Afgaande op je werk stond je ongetwijfeld dichter bij Nietzsche dan bij Wagner. Heb je partij moeten kiezen of gekozen? En heeft het je beeld over Nietzsche veranderd?
"Het vreemde is dat ik, die me uiteraard altijd al aan de kant van Nietzsche plaatste, nu bij het herlezen Nietzsche's doortraptheid en zelfs oneerlijkheid ten opzichte van Wagner heb leren doorzien. Zijn eerste geschrift over Wagner in Bayreuth bulkt van de zogezegde lofuitingen die eigenlijk subtiele beledigingen zijn, het is geniaal gedaan maar ergens ook minabel omdat hij niet rechtuit durfde te zijn tegen de man die hij een beetje als vaderfiguur zag. En de vadermoord in Der Fall Wagner is eigenlijk hysterisch, onsamenhangend, een filosoof van zijn kaliber onwaardig. Hij wist dit zelf wel; de geestelijke ineenstorting in Turijn die hij nooit meer te boven kwam, manifesteerde zich enkele dagen nadat hij na lang aarzelen het manuscript van Nietzsche contra Wagner naar de uitgever had gestuurd. In zijn laatste jaren waarin hij vaak versuft zat te dommelen, hief hij bij het horen van de naam Wagner het hoofd en mummelde: Den habe ich sehr geliebt. Tragisch genoeg."

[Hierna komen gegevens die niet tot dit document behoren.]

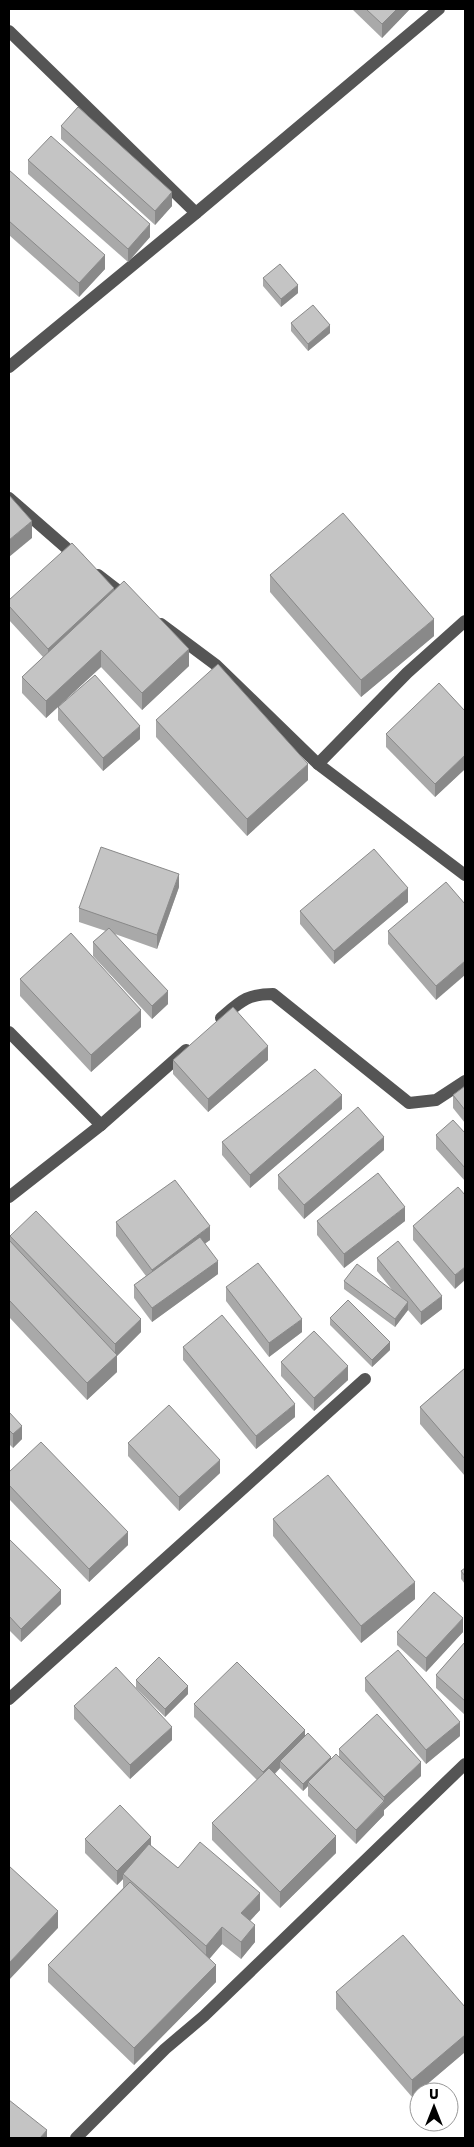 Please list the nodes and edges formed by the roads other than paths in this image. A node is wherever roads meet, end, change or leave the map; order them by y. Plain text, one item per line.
1 (439, 9) edge
2 (9, 31) edge
3 (196, 213) junction
4 (9, 367) edge
5 (9, 498) edge
6 (138, 606) edge
7 (154, 618) edge
8 (465, 621) edge
9 (318, 764) junction
10 (465, 874) edge
11 (213, 1026) edge
12 (9, 1032) edge
13 (198, 1039) edge
14 (465, 1081) edge
15 (101, 1125) junction
16 (9, 1197) edge
17 (365, 1379) dead end
18 (9, 1699) edge
19 (465, 1764) edge
20 (76, 2138) edge

1 - 3 street
2 - 3 street
3 - 4 street
5 - 6 street
7 - 9 street
8 - 9 street
9 - 10 street
11 - 14 street
12 - 15 street
13 - 15 street
15 - 16 street
17 - 18 street
19 - 20 street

Hertmans lijkt tot die conclusie te komen enkel en alleen door de lezing van Nietzsches teksten. Dat is bewonderenswaardig: de meeste Nietzscheanen zijn daar niet toe in staat. Beseft Hertmans hoeveel negatiever de balans voor Nietzsche zou uitvallen indien hij er ook het biografische zou in betrekken? Eén voorbeeld slechts: na Wagners dood verwacht Nietzsche door Cosima opgevorderd te worden voor de leiding van de Bayreuther Festspiele. Als Cosima daar steenkoud op reageert weet hij dat het tijd is zijn Bayreuther ambities definitief op te bergen. Wat daarna volgt is de pure afrekening. Alleen vanuit het biografische kan je zien hoe de gefnuikte ambities van de filosoof tot kontdraaierijen en later -na Wagners dood uiteraard- tot kleingeestige, rancuneuze afrekening zal leiden. Later zal ik dat in extenso aantonen in The Boulevard of broken dreams.
Hertmans had ook nog de muziekcriticus Nietzsche over de hekel kunnen halen want welke grote geest heeft zich in die hoedanigheid ooit belachelijker gemaakt?

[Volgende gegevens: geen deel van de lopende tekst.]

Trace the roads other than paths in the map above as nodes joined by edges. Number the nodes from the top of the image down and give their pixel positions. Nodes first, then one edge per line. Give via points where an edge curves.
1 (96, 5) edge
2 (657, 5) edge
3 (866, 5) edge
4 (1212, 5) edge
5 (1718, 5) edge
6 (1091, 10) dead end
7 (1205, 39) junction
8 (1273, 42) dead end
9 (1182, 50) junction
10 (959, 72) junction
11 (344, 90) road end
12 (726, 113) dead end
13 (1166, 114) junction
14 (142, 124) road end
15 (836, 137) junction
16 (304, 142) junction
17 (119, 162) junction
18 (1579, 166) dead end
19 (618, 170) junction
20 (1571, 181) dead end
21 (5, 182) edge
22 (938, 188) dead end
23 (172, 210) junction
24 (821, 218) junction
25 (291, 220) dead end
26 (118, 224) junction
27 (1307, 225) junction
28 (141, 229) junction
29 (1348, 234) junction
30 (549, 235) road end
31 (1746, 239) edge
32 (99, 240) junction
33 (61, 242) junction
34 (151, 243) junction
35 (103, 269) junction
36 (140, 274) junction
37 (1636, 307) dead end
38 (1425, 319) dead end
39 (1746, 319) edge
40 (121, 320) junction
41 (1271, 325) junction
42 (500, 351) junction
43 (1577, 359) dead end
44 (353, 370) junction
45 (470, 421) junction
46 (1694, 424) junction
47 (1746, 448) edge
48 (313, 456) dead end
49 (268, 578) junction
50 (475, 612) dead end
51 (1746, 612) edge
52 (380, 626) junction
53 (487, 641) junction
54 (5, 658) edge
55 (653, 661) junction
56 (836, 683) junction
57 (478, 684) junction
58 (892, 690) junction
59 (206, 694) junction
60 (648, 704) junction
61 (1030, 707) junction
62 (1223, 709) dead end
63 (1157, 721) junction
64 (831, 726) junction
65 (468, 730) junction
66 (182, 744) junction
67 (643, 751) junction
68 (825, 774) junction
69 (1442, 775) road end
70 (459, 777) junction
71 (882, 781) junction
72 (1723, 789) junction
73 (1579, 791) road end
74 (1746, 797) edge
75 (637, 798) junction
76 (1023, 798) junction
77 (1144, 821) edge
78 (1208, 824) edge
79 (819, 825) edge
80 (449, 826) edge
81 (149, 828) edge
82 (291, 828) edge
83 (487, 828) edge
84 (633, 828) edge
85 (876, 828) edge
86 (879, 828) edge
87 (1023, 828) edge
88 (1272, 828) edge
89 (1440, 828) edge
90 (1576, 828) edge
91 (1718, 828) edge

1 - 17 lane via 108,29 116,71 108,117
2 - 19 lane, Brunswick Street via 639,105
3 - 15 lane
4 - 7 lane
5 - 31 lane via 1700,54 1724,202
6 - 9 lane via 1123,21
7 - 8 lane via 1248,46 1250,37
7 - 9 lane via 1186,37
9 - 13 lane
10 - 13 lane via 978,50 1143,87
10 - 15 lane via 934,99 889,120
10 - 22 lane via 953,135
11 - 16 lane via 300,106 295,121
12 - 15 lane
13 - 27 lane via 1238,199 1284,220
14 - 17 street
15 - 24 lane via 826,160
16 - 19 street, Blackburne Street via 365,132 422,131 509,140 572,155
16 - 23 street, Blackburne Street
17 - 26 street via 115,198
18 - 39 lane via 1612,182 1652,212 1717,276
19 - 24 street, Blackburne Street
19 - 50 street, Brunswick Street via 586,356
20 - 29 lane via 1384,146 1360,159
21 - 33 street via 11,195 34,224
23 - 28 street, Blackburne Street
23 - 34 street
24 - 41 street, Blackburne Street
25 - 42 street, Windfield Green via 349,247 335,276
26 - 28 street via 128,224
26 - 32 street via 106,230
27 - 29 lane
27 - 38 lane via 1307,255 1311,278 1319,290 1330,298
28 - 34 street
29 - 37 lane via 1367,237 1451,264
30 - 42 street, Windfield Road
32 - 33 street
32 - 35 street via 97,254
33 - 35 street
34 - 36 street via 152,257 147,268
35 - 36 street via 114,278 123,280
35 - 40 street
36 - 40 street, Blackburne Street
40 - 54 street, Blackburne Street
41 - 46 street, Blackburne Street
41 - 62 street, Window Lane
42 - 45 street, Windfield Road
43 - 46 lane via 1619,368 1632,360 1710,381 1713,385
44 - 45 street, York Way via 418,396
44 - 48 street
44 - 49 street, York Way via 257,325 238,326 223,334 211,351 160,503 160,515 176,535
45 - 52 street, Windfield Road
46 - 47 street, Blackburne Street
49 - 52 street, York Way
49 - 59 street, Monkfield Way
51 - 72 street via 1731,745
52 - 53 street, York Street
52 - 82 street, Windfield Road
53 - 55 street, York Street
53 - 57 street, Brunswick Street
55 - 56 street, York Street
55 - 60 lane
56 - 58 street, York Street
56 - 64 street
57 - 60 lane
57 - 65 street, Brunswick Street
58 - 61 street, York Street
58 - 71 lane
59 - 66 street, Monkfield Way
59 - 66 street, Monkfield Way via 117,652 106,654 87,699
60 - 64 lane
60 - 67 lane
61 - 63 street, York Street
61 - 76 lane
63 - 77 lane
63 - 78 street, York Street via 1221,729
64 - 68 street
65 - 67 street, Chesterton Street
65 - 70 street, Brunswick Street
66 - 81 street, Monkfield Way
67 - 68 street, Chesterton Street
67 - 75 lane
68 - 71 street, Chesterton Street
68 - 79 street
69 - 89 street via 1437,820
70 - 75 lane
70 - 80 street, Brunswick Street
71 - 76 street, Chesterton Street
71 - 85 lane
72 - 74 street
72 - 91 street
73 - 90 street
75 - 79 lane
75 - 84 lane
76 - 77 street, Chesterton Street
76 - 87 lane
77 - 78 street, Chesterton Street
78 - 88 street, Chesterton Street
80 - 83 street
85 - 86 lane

Hertmans besluit met het aantrekkelijke maar geïdealiseerde beeld dat Wagner en Nietzsche "elkaars ideaal vertegenwoordigen : Wagner wou graag een groot cultuurfilosoof zijn in zijn talloze geschriften, en Nietzsche heeft gecomponeerd zonder ooit de grote componist te worden die hij zich droomde. " Dat Nietzsche zijn zelfbeeld als componist door de contacten met Wagner en diens omgeving aan flarden geschoten zag, is een feit. Anderzijds heeft Wagner nooit de ambitie gehad een cultuurfilosoof te zijn. Dat was een bijproduct van zijn grensoverschrijdend muziek-esthetisch oeuvre. Hij heeft daarmee in elk geval een grote invloed gehad op muziek en theater van zijn tijd. Nietzsche daarentegen is in zijn ambitie als componist vrijwel geheel mislukt.